- AIM OF THE TASK -
Where the word "numbered" occurs in a line of the listing, please copy the line.

- DATA -
Content starts

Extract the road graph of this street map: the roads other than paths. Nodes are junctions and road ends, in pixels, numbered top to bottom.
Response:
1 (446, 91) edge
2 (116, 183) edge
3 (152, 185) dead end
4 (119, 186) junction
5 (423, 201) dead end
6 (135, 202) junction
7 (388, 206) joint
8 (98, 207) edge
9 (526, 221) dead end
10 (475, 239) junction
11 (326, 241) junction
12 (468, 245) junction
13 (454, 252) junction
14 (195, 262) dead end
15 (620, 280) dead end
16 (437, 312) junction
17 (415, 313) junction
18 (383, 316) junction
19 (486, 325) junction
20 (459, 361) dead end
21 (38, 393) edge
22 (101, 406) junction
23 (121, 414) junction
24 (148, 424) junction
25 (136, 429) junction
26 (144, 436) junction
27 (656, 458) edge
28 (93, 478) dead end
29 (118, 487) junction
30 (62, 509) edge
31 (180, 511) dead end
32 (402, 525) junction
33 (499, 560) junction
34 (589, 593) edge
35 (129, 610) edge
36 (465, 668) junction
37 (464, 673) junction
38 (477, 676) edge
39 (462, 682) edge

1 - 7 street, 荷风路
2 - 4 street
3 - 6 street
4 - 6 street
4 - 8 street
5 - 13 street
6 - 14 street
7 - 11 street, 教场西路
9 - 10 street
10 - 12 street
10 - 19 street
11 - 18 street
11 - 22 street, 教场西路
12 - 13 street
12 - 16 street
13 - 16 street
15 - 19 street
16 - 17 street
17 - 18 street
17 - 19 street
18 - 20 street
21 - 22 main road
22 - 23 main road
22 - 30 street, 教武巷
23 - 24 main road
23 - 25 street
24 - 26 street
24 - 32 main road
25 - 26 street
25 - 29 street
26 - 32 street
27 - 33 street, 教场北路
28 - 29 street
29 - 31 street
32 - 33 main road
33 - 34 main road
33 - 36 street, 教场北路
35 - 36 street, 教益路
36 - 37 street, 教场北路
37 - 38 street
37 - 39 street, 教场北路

Content ends
Content starts

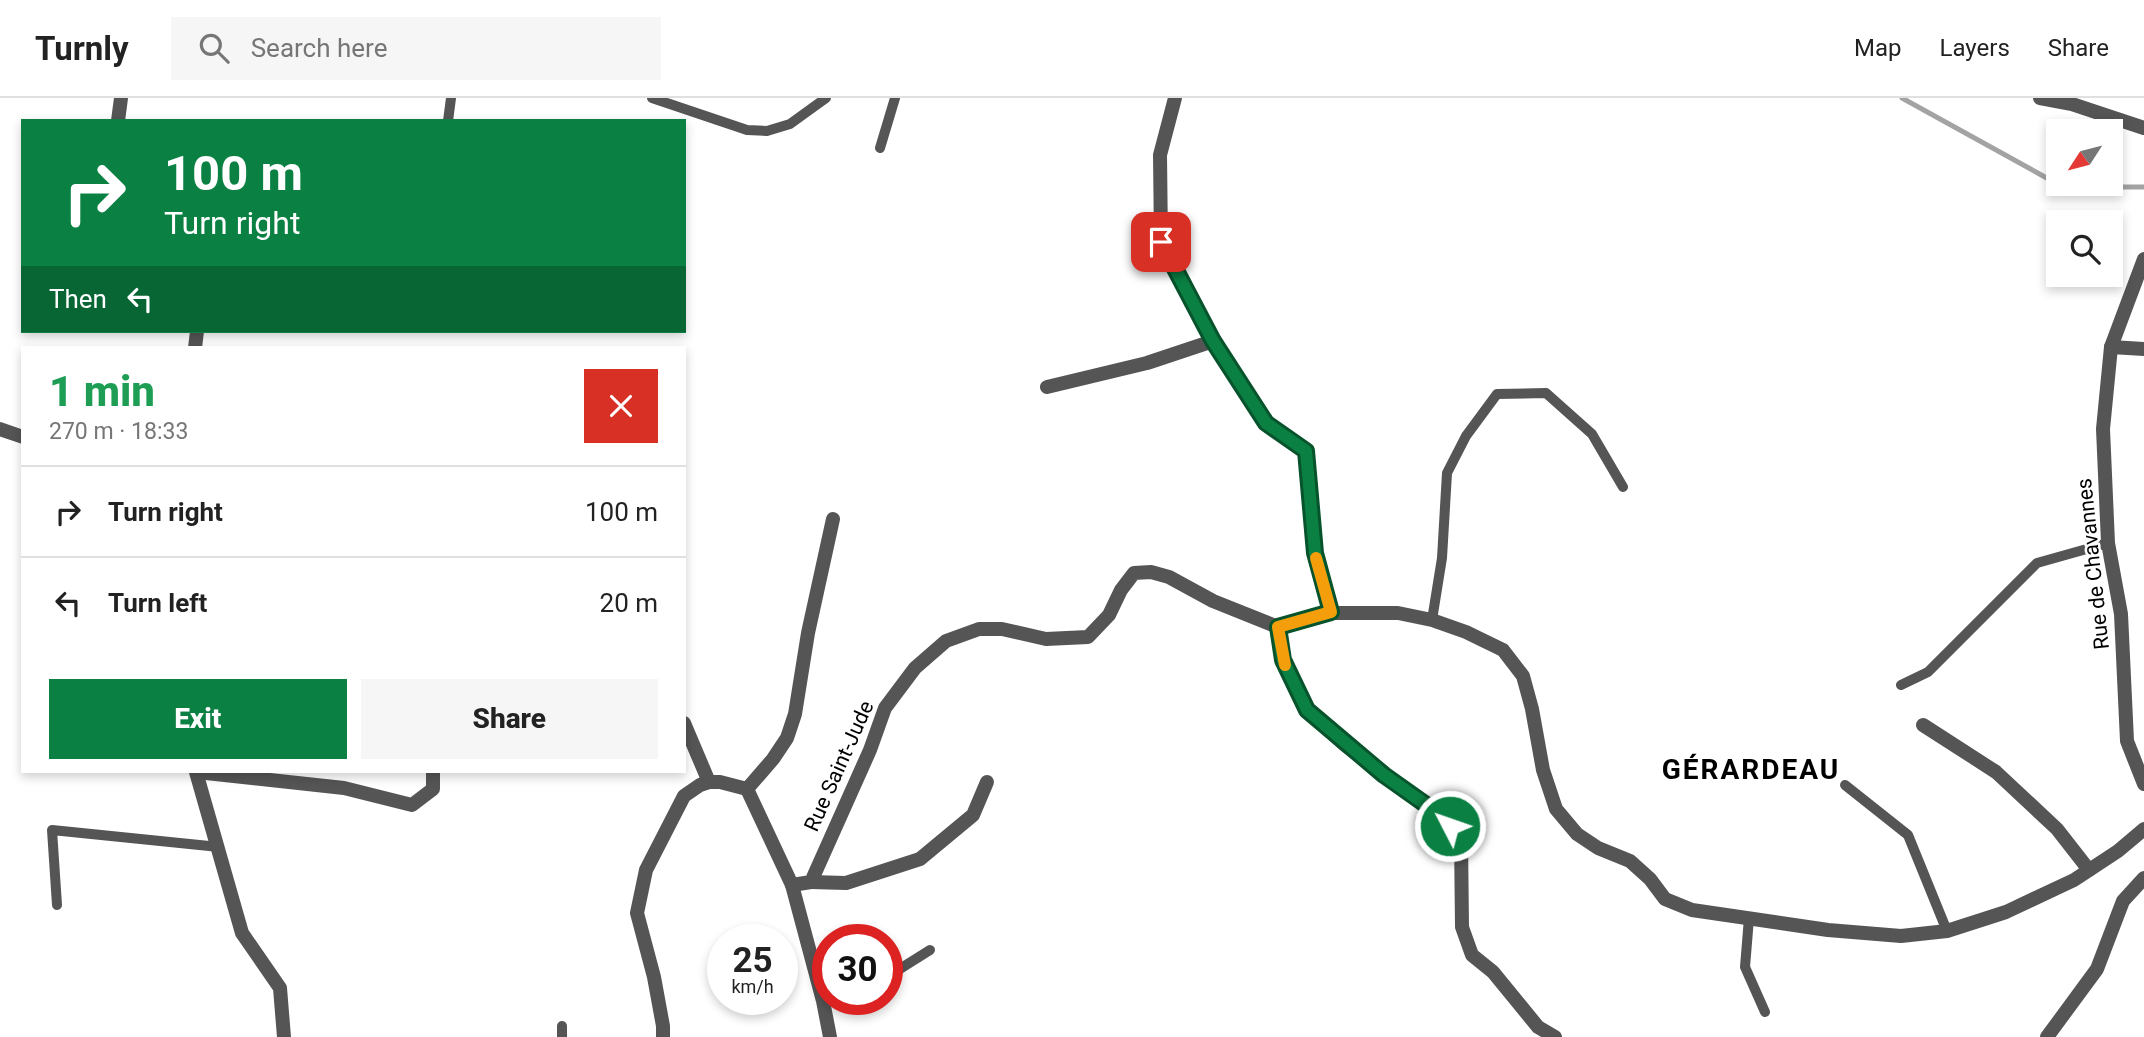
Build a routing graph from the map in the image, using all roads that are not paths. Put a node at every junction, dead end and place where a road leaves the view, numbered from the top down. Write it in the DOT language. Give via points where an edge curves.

Content ends

- COMPLETED TASK -
Extract the road graph of this street map: the roads other than paths. Nodes are junctions and road ends, in pixels, numbered top to bottom.
Build a routing graph from the map in the image, using all roads that are not paths. Put a node at every junction, dead end and place where a road leaves the view, numbered from the top down. Write it in the DOT language. Give via points where an edge curves.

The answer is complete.